**Instructions to follow**
The pictures stay out. Please retype every line below exactly.

[Collected data entries]
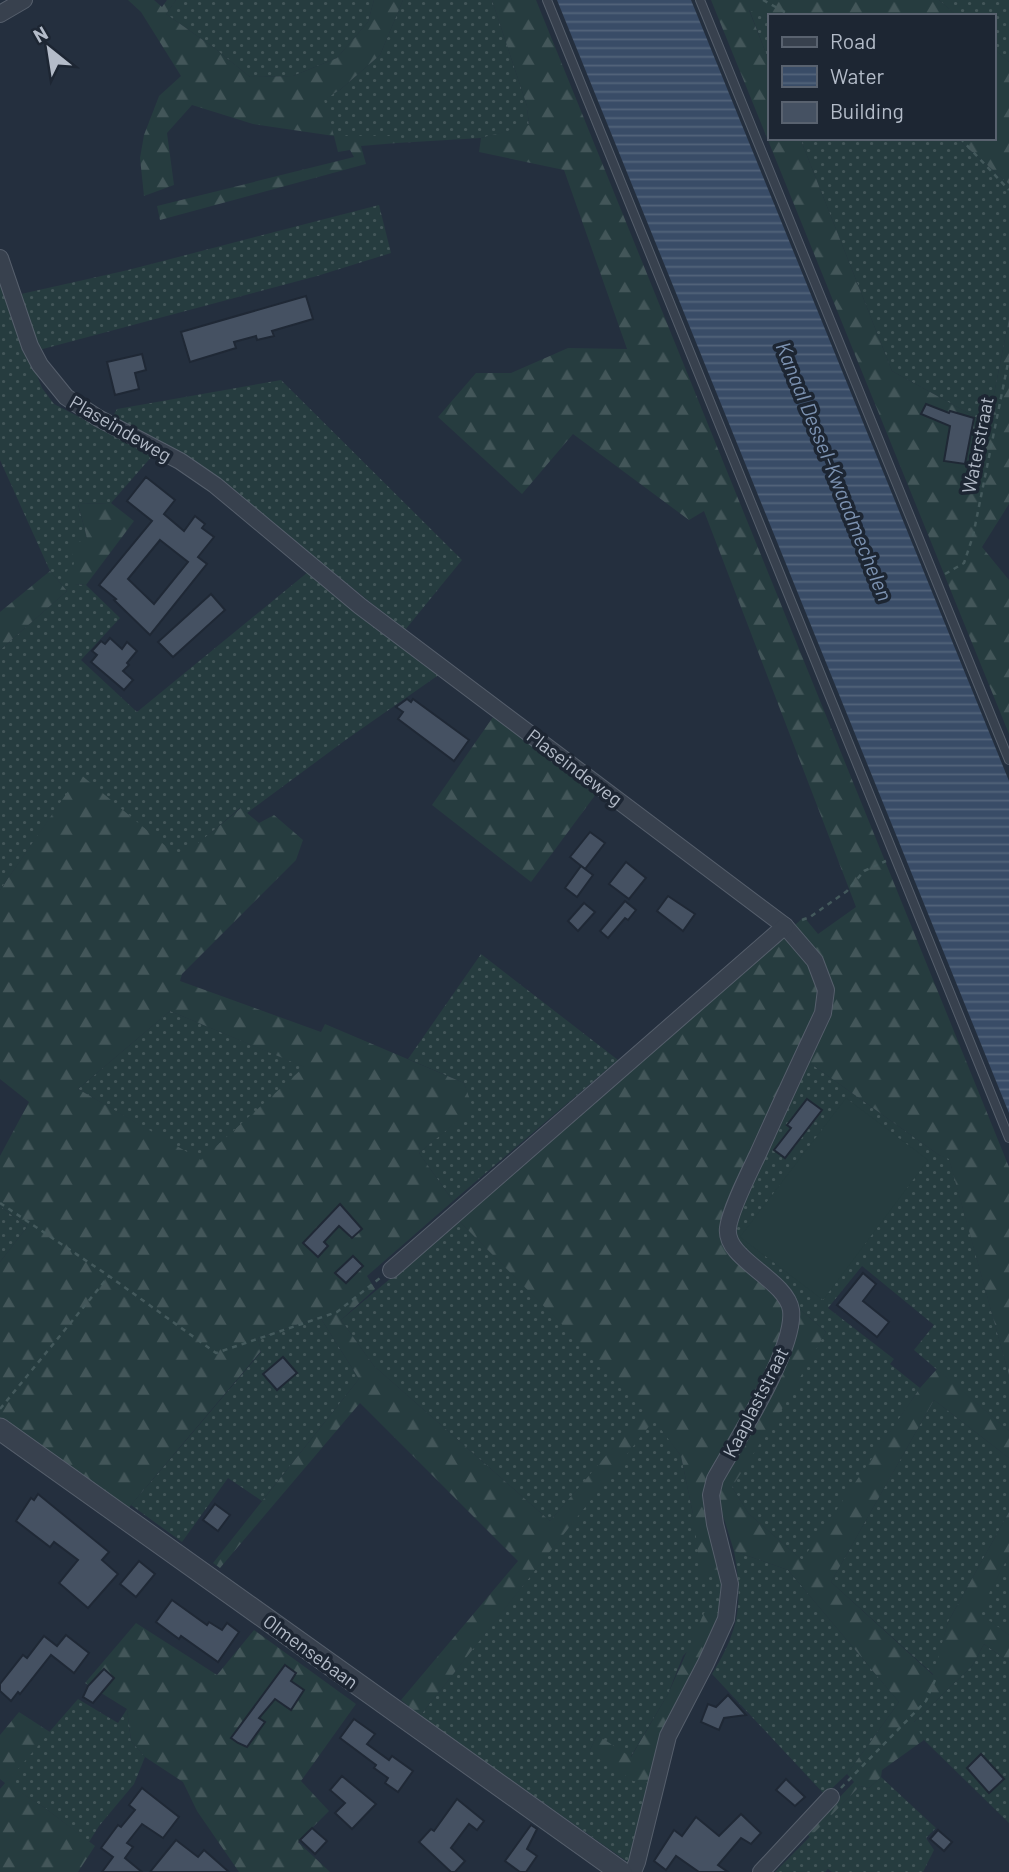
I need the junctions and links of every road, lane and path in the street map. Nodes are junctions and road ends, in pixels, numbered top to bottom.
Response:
1 (24, 0) edge
2 (547, 0) edge
3 (700, 0) edge
4 (763, 0) edge
5 (0, 14) edge
6 (788, 14) edge
7 (962, 140) edge
8 (1009, 190) edge
9 (0, 258) edge
10 (1009, 358) edge
11 (936, 579) junction
12 (1009, 760) edge
13 (895, 857) junction
14 (785, 926) junction
15 (1009, 1138) edge
16 (0, 1203) edge
17 (391, 1270) joint
18 (109, 1276) junction
19 (0, 1409) edge
20 (0, 1429) edge
21 (935, 1680) dead end
22 (831, 1797) joint
23 (621, 1872) edge
24 (633, 1872) edge
25 (761, 1872) edge

1 - 5 street
2 - 13 lane
3 - 11 lane
4 - 6 path
7 - 8 path
9 - 14 street, Plaseindeweg
10 - 11 path, Waterstraat
11 - 12 lane
13 - 14 path
13 - 15 lane
14 - 17 street
14 - 24 street, Kaaplaststraat
16 - 18 path
17 - 18 path
18 - 19 path
20 - 23 street, Olmensebaan
21 - 22 path
22 - 25 street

**The answer**
I need the junctions and links of every road, lane and path in the street map. Nodes are junctions and road ends, in pixels, numbered top to bottom.
Response:
1 (24, 0) edge
2 (547, 0) edge
3 (700, 0) edge
4 (763, 0) edge
5 (0, 14) edge
6 (788, 14) edge
7 (962, 140) edge
8 (1009, 190) edge
9 (0, 258) edge
10 (1009, 358) edge
11 (936, 579) junction
12 (1009, 760) edge
13 (895, 857) junction
14 (785, 926) junction
15 (1009, 1138) edge
16 (0, 1203) edge
17 (391, 1270) joint
18 (109, 1276) junction
19 (0, 1409) edge
20 (0, 1429) edge
21 (935, 1680) dead end
22 (831, 1797) joint
23 (621, 1872) edge
24 (633, 1872) edge
25 (761, 1872) edge

1 - 5 street
2 - 13 lane
3 - 11 lane
4 - 6 path
7 - 8 path
9 - 14 street, Plaseindeweg
10 - 11 path, Waterstraat
11 - 12 lane
13 - 14 path
13 - 15 lane
14 - 17 street
14 - 24 street, Kaaplaststraat
16 - 18 path
17 - 18 path
18 - 19 path
20 - 23 street, Olmensebaan
21 - 22 path
22 - 25 street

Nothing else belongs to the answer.